(Saved data entries)
# # # # # # #

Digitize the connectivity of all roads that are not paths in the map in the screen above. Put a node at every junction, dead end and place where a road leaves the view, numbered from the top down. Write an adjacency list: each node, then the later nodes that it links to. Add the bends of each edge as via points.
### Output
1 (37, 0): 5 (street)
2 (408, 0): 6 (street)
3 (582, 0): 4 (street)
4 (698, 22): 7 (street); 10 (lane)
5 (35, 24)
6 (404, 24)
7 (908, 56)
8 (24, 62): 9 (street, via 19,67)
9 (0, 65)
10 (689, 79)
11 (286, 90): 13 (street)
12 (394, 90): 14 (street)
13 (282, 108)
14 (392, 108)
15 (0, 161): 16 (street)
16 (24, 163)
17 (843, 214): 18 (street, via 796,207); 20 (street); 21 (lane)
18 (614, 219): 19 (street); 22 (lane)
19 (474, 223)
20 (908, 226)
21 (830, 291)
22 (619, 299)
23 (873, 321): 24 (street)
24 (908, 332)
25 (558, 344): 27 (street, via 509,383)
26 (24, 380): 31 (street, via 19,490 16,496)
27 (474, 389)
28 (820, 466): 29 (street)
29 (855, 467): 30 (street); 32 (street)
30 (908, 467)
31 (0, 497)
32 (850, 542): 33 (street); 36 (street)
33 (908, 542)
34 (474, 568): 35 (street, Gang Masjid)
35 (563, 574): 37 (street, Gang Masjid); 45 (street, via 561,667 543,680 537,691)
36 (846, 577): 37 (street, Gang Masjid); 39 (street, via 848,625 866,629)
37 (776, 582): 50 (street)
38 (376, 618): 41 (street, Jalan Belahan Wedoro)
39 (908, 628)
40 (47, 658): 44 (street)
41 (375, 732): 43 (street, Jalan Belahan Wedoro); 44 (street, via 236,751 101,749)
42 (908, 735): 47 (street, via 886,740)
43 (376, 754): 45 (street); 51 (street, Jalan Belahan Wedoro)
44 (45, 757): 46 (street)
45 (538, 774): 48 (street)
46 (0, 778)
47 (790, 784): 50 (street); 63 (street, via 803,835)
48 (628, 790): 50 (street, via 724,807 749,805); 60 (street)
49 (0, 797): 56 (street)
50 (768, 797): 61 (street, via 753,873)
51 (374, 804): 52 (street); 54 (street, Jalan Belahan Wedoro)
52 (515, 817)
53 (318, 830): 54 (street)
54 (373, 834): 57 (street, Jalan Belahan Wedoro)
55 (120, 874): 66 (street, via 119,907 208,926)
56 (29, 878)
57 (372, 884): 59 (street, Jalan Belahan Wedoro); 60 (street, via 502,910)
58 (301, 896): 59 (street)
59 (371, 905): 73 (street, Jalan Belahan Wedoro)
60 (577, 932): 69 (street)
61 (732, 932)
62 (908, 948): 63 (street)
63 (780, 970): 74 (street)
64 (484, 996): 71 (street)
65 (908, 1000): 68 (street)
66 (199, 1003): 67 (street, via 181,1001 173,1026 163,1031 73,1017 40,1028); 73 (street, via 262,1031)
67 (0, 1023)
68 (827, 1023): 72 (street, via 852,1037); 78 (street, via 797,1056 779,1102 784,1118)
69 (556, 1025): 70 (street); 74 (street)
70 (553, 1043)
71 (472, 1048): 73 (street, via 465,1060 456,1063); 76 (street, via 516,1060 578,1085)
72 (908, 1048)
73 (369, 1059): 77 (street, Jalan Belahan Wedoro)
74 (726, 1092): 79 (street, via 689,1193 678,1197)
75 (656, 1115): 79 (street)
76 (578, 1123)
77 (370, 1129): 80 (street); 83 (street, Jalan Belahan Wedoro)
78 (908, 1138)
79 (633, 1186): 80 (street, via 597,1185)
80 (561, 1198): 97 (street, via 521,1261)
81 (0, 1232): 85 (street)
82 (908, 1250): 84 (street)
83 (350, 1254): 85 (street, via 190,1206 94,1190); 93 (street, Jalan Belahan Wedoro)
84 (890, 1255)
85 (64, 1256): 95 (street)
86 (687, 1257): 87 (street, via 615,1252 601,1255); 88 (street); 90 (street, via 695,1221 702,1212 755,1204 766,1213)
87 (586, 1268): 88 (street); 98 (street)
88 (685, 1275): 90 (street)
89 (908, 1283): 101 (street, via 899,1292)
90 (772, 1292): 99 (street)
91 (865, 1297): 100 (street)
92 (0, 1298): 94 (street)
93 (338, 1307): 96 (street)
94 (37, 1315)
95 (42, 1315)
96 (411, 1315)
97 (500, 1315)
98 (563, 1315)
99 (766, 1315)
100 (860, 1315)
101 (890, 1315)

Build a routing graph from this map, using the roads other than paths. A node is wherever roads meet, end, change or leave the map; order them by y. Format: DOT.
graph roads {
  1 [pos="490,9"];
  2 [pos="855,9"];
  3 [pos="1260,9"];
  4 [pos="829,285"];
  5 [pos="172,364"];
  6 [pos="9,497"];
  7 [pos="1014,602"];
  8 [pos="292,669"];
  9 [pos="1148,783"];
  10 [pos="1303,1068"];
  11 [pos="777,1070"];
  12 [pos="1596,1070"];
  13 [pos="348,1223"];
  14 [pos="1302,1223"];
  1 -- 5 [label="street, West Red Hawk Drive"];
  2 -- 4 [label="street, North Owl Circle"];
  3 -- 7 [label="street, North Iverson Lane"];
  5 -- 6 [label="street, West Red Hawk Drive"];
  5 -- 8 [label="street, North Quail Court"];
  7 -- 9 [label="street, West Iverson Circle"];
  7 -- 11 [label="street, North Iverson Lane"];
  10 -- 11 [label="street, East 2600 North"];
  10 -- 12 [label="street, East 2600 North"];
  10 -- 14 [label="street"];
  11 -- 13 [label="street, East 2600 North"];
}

# # # # # # #

* [Task details]
Count the lines in the records above that contain the word "Circle", and report only that number.

* [Task result]
2